### Exercise prompt
Transcribe all the data below exactly, leaving its pictures out.

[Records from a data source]
__________________________________________________

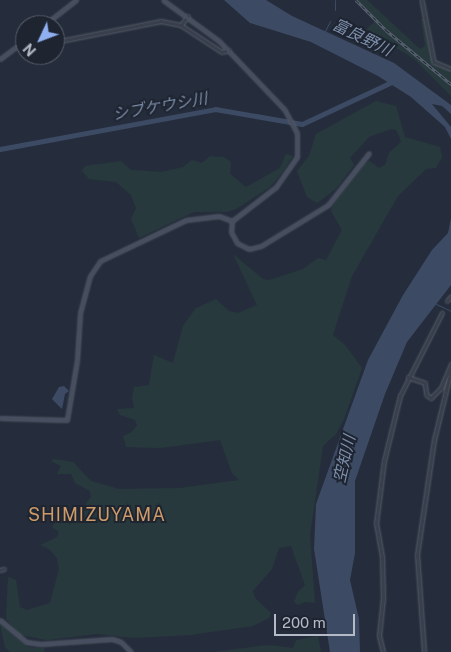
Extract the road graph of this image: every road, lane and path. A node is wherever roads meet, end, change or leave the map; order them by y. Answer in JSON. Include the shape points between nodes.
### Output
{"nodes":[{"id":1,"x":76,"y":0,"type":"edge"},
{"id":2,"x":163,"y":0,"type":"edge"},
{"id":3,"x":422,"y":0,"type":"edge"},
{"id":4,"x":57,"y":15,"type":"edge"},
{"id":5,"x":188,"y":16,"type":"junction"},
{"id":6,"x":181,"y":25,"type":"junction"},
{"id":7,"x":65,"y":40,"type":"edge"},
{"id":8,"x":15,"y":48,"type":"edge"},
{"id":9,"x":229,"y":50,"type":"junction"},
{"id":10,"x":0,"y":59,"type":"edge"},
{"id":11,"x":451,"y":69,"type":"edge"},
{"id":12,"x":370,"y":153,"type":"dead end"},
{"id":13,"x":232,"y":221,"type":"junction"},
{"id":14,"x":451,"y":296,"type":"edge"},
{"id":15,"x":447,"y":301,"type":"dead end"},
{"id":16,"x":442,"y":313,"type":"dead end"},
{"id":17,"x":451,"y":364,"type":"edge"},
{"id":18,"x":451,"y":370,"type":"edge"},
{"id":19,"x":408,"y":378,"type":"junction"},
{"id":20,"x":0,"y":418,"type":"edge"},
{"id":21,"x":4,"y":569,"type":"dead end"},
{"id":22,"x":0,"y":570,"type":"edge"},
{"id":23,"x":0,"y":620,"type":"edge"},
{"id":24,"x":131,"y":652,"type":"edge"},
{"id":25,"x":383,"y":652,"type":"edge"},
{"id":26,"x":424,"y":652,"type":"edge"}],
"edges":[{"from":1,"to":4,"type":"street"},
{"from":2,"to":5,"type":"street"},
{"from":3,"to":11,"type":"street","via":[[434,62]]},
{"from":5,"to":6,"type":"street"},
{"from":5,"to":9,"type":"street"},
{"from":6,"to":7,"type":"street","via":[[150,22]]},
{"from":6,"to":9,"type":"street","via":[[222,52]]},
{"from":8,"to":10,"type":"street"},
{"from":9,"to":13,"type":"street","via":[[288,114],[297,133],[298,154],[287,174],[269,193],[238,213]]},
{"from":12,"to":13,"type":"street","via":[[328,205],[261,246],[248,249],[236,244],[230,232]]},
{"from":13,"to":20,"type":"street","via":[[219,216],[186,220],[100,261],[90,276],[80,312],[67,420]]},
{"from":14,"to":15,"type":"street"},
{"from":16,"to":19,"type":"street"},
{"from":17,"to":19,"type":"street","via":[[441,388],[432,398],[425,383]]},
{"from":18,"to":26,"type":"street","via":[[434,440],[417,555]]},
{"from":19,"to":25,"type":"street","via":[[389,436],[376,524],[382,557],[383,600],[379,636]]},
{"from":21,"to":22,"type":"street"},
{"from":23,"to":24,"type":"street","via":[[26,642],[41,644],[112,639]]}]}
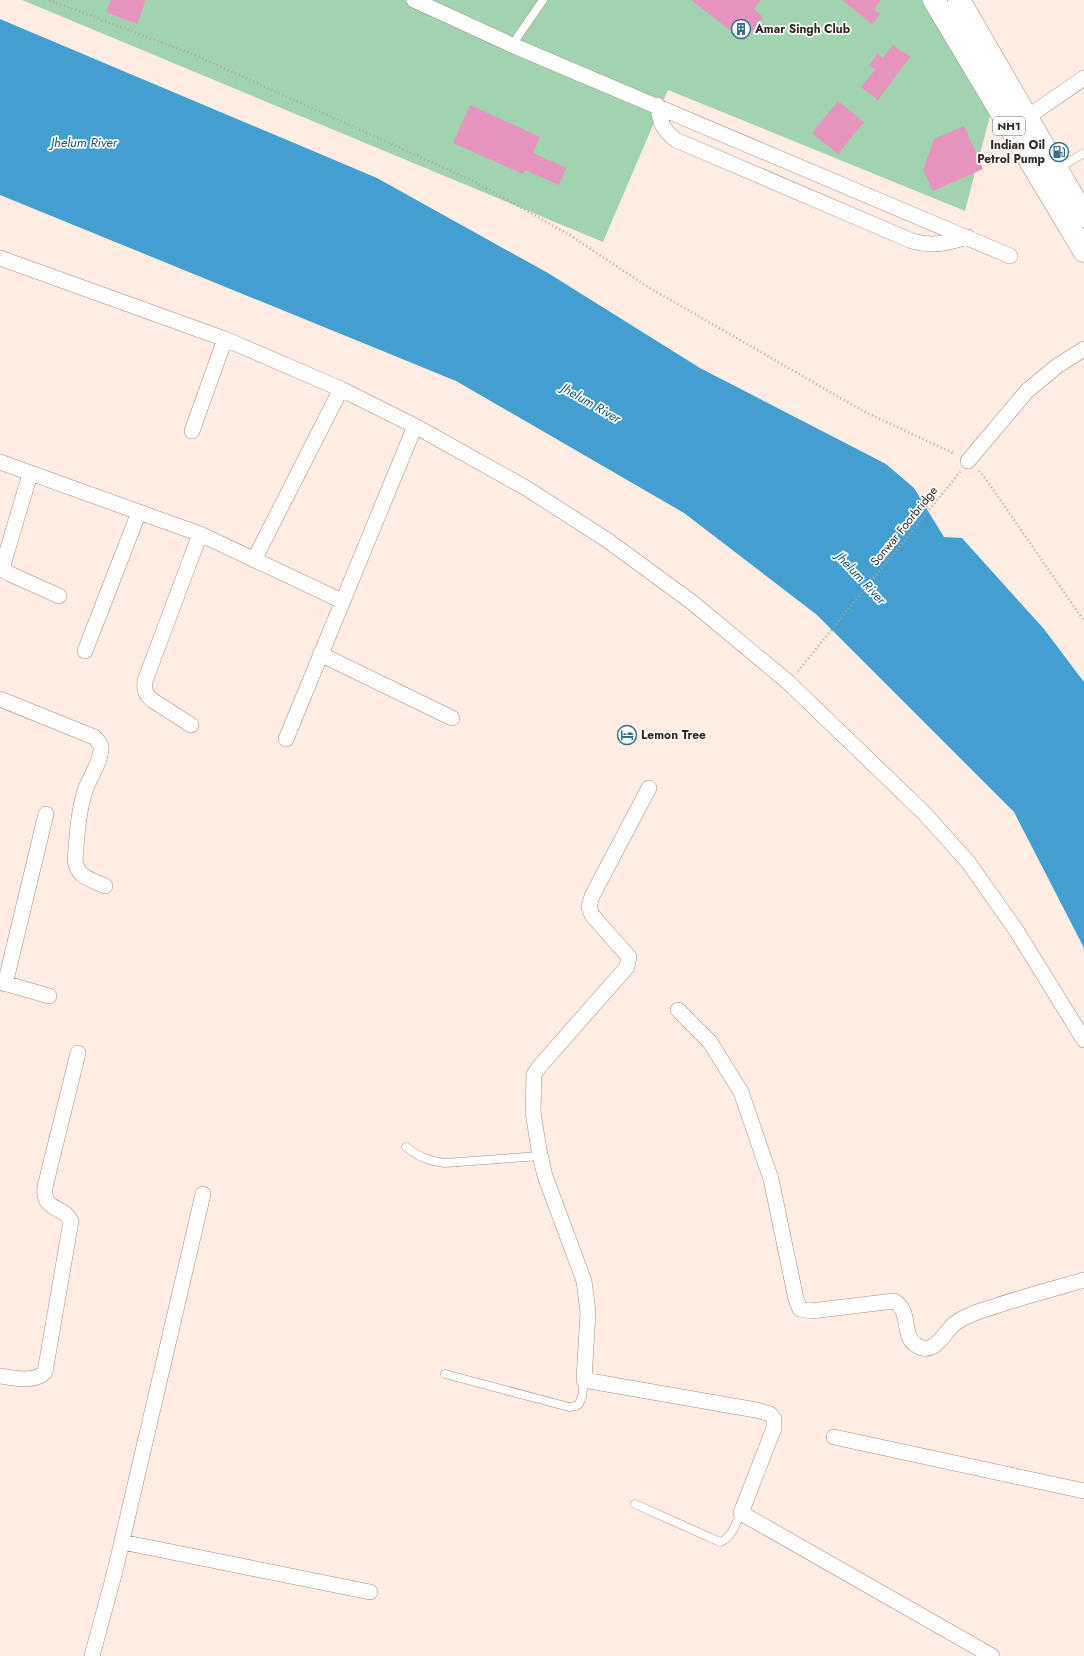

__________________________________________________

### Answer to this task
Extract the road graph of this image: every road, lane and path. A node is wherever roads meet, end, change or leave the map; order them by y. Answer in JSON. Include the shape points between nodes.
### Output
{"nodes":[{"id":1,"x":76,"y":0,"type":"edge"},
{"id":2,"x":163,"y":0,"type":"edge"},
{"id":3,"x":422,"y":0,"type":"edge"},
{"id":4,"x":57,"y":15,"type":"edge"},
{"id":5,"x":188,"y":16,"type":"junction"},
{"id":6,"x":181,"y":25,"type":"junction"},
{"id":7,"x":65,"y":40,"type":"edge"},
{"id":8,"x":15,"y":48,"type":"edge"},
{"id":9,"x":229,"y":50,"type":"junction"},
{"id":10,"x":0,"y":59,"type":"edge"},
{"id":11,"x":451,"y":69,"type":"edge"},
{"id":12,"x":370,"y":153,"type":"dead end"},
{"id":13,"x":232,"y":221,"type":"junction"},
{"id":14,"x":451,"y":296,"type":"edge"},
{"id":15,"x":447,"y":301,"type":"dead end"},
{"id":16,"x":442,"y":313,"type":"dead end"},
{"id":17,"x":451,"y":364,"type":"edge"},
{"id":18,"x":451,"y":370,"type":"edge"},
{"id":19,"x":408,"y":378,"type":"junction"},
{"id":20,"x":0,"y":418,"type":"edge"},
{"id":21,"x":4,"y":569,"type":"dead end"},
{"id":22,"x":0,"y":570,"type":"edge"},
{"id":23,"x":0,"y":620,"type":"edge"},
{"id":24,"x":131,"y":652,"type":"edge"},
{"id":25,"x":383,"y":652,"type":"edge"},
{"id":26,"x":424,"y":652,"type":"edge"}],
"edges":[{"from":1,"to":4,"type":"street"},
{"from":2,"to":5,"type":"street"},
{"from":3,"to":11,"type":"street","via":[[434,62]]},
{"from":5,"to":6,"type":"street"},
{"from":5,"to":9,"type":"street"},
{"from":6,"to":7,"type":"street","via":[[150,22]]},
{"from":6,"to":9,"type":"street","via":[[222,52]]},
{"from":8,"to":10,"type":"street"},
{"from":9,"to":13,"type":"street","via":[[288,114],[297,133],[298,154],[287,174],[269,193],[238,213]]},
{"from":12,"to":13,"type":"street","via":[[328,205],[261,246],[248,249],[236,244],[230,232]]},
{"from":13,"to":20,"type":"street","via":[[219,216],[186,220],[100,261],[90,276],[80,312],[67,420]]},
{"from":14,"to":15,"type":"street"},
{"from":16,"to":19,"type":"street"},
{"from":17,"to":19,"type":"street","via":[[441,388],[432,398],[425,383]]},
{"from":18,"to":26,"type":"street","via":[[434,440],[417,555]]},
{"from":19,"to":25,"type":"street","via":[[389,436],[376,524],[382,557],[383,600],[379,636]]},
{"from":21,"to":22,"type":"street"},
{"from":23,"to":24,"type":"street","via":[[26,642],[41,644],[112,639]]}]}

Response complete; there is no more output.